◆ **YOUR GOAL**:
Exactly the lines starting at the line containing "33 269 1882 74 rectstroke" and ending at the line containing "(img_05.rgb) 1860 288 32 32 picture" are to be written out from the listing below, both included.

◆ **MATERIAL FOR THIS TASK**:
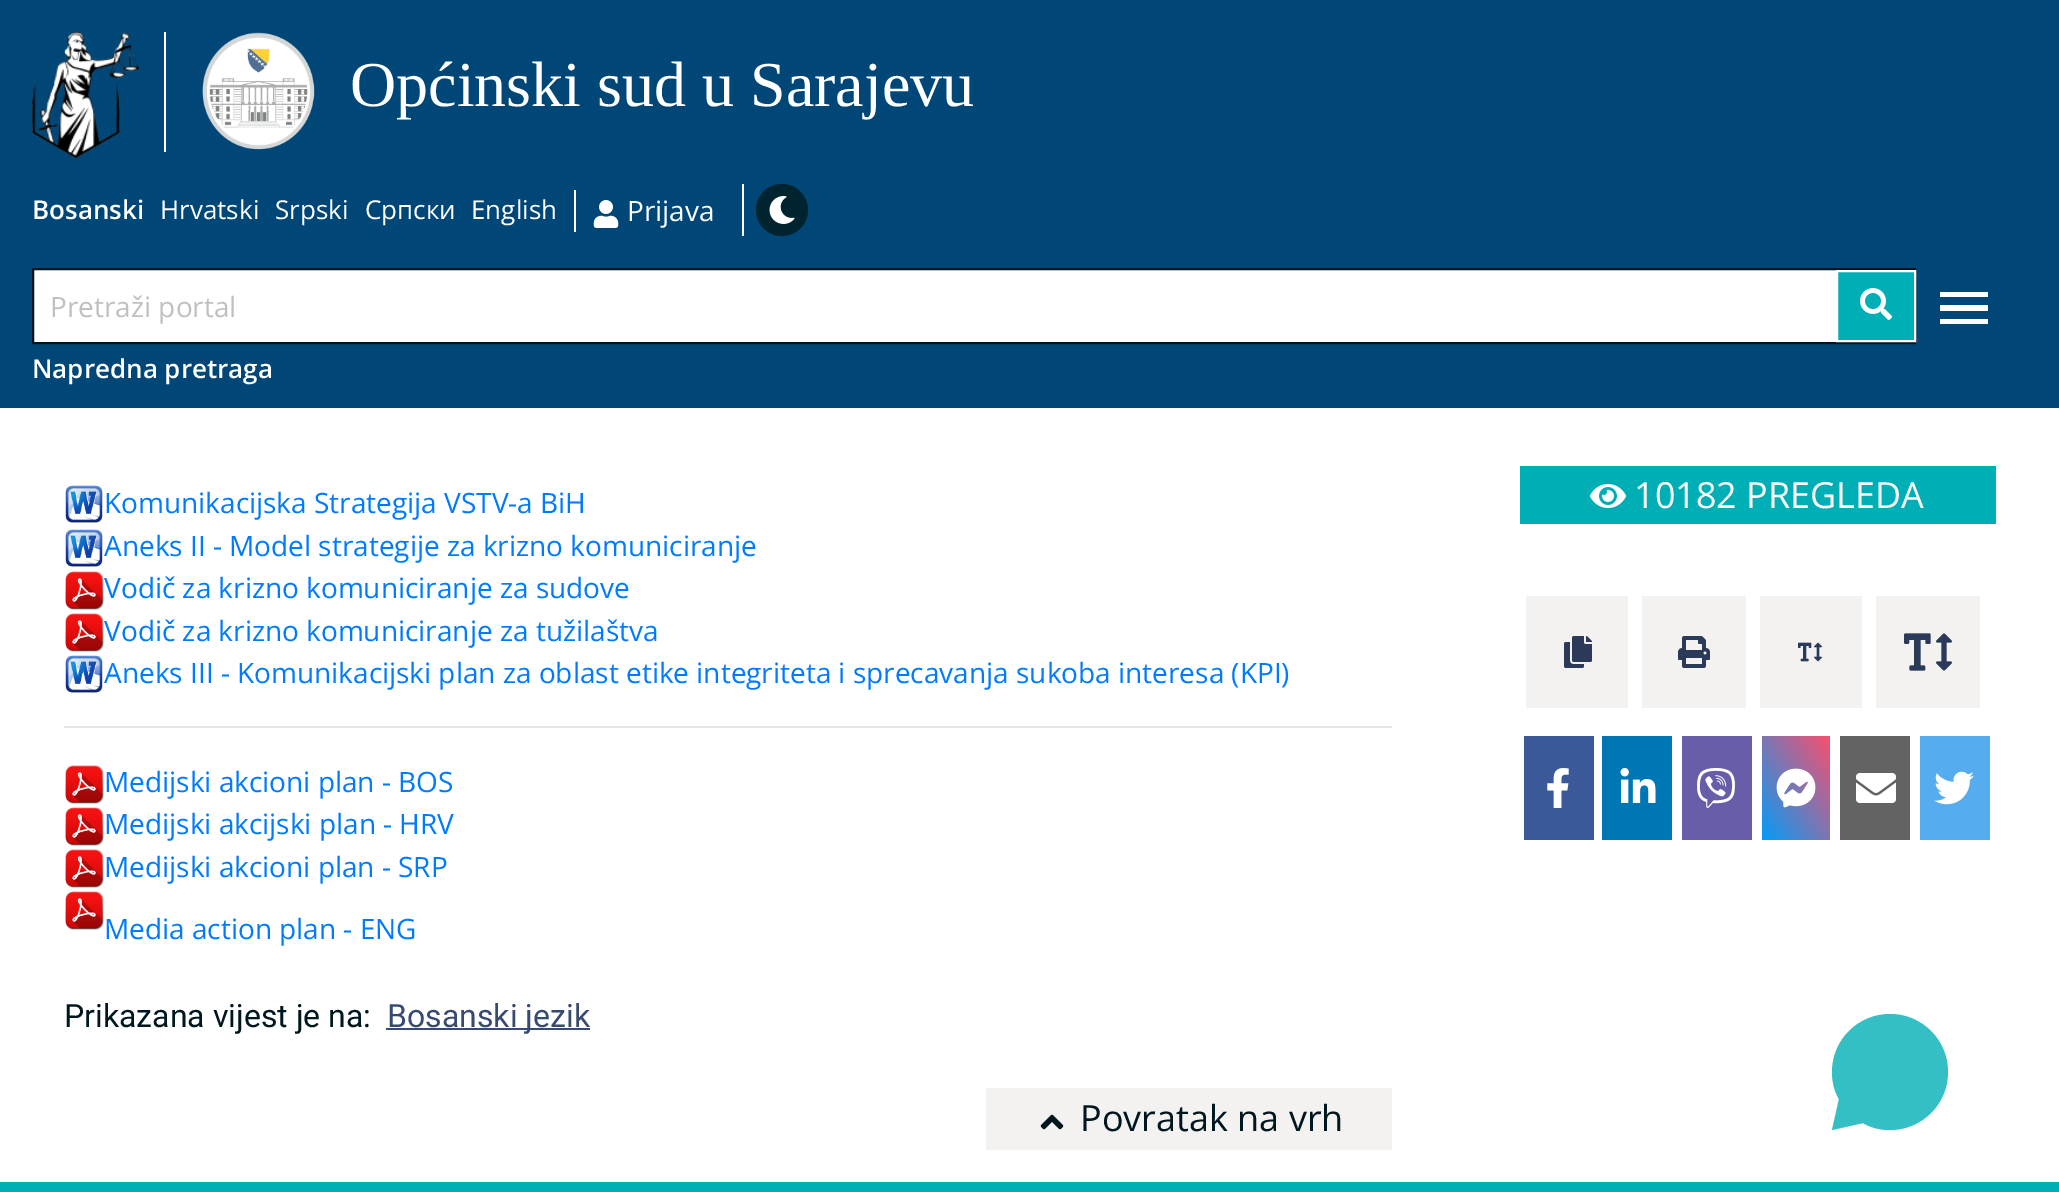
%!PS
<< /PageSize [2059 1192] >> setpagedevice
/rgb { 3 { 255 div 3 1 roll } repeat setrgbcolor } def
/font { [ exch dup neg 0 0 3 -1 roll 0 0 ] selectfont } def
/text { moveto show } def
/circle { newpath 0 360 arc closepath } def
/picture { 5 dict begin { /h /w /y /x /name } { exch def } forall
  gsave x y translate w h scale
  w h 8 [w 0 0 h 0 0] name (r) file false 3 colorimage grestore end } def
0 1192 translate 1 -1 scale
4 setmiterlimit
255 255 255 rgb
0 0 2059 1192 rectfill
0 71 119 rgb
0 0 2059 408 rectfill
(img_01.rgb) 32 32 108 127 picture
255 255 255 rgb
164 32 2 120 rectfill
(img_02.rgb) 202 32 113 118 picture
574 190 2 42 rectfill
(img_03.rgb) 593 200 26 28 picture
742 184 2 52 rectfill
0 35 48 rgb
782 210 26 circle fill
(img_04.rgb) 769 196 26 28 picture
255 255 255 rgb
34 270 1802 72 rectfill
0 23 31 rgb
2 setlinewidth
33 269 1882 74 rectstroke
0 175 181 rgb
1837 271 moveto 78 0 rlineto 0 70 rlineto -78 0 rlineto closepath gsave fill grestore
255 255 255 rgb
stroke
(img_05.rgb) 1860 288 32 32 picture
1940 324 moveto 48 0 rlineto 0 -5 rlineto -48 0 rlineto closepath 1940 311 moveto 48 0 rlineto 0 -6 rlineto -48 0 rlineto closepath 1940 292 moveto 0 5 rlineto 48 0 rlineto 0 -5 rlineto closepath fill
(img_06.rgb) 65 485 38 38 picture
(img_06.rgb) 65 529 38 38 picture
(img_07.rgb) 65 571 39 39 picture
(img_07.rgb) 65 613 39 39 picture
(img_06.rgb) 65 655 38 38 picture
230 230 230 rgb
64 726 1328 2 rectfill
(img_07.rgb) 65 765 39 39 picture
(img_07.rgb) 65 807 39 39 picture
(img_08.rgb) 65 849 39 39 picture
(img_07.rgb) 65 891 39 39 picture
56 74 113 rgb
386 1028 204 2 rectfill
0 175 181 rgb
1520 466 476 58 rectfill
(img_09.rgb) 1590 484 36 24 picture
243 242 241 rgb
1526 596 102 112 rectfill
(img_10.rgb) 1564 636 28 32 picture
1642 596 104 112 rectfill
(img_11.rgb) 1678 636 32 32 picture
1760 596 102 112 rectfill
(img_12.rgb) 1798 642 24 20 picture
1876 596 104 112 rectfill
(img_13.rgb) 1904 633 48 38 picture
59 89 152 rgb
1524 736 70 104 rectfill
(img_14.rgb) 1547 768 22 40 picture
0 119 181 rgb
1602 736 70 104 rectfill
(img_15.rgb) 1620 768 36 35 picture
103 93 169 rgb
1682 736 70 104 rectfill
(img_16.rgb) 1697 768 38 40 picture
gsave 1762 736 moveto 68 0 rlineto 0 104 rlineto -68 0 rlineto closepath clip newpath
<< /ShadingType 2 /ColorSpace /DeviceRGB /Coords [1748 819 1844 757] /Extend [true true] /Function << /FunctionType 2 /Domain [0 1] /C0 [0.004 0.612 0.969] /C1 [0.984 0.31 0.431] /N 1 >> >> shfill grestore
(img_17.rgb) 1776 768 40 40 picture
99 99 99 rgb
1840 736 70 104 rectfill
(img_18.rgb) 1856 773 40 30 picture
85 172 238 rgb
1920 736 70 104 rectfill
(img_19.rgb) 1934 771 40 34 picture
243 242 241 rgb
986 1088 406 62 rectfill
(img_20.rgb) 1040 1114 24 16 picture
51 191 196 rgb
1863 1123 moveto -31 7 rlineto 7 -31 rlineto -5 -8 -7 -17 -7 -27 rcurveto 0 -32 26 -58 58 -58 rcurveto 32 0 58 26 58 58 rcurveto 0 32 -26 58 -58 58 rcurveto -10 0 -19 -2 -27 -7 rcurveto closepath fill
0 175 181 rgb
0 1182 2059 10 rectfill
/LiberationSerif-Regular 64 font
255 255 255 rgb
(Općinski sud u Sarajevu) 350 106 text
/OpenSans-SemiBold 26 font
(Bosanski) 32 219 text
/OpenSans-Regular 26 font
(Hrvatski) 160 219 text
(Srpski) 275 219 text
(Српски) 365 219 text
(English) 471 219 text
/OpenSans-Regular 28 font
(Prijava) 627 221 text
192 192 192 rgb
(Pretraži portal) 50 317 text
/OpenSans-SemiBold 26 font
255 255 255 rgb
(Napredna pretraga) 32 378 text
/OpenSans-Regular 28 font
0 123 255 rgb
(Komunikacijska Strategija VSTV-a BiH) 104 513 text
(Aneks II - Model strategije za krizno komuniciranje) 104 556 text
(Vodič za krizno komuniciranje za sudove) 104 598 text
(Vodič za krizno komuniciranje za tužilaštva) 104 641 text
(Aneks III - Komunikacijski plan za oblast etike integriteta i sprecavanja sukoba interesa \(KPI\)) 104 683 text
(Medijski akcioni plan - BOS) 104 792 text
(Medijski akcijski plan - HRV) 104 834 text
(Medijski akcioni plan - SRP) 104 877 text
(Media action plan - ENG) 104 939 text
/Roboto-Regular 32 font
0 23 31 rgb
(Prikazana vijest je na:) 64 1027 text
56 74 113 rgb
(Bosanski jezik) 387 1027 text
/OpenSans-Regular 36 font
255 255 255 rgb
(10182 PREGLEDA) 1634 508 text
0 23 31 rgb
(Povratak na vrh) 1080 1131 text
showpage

◆ **ANSWER FOR THIS EXERCISE**:
33 269 1882 74 rectstroke
0 175 181 rgb
1837 271 moveto 78 0 rlineto 0 70 rlineto -78 0 rlineto closepath gsave fill grestore
255 255 255 rgb
stroke
(img_05.rgb) 1860 288 32 32 picture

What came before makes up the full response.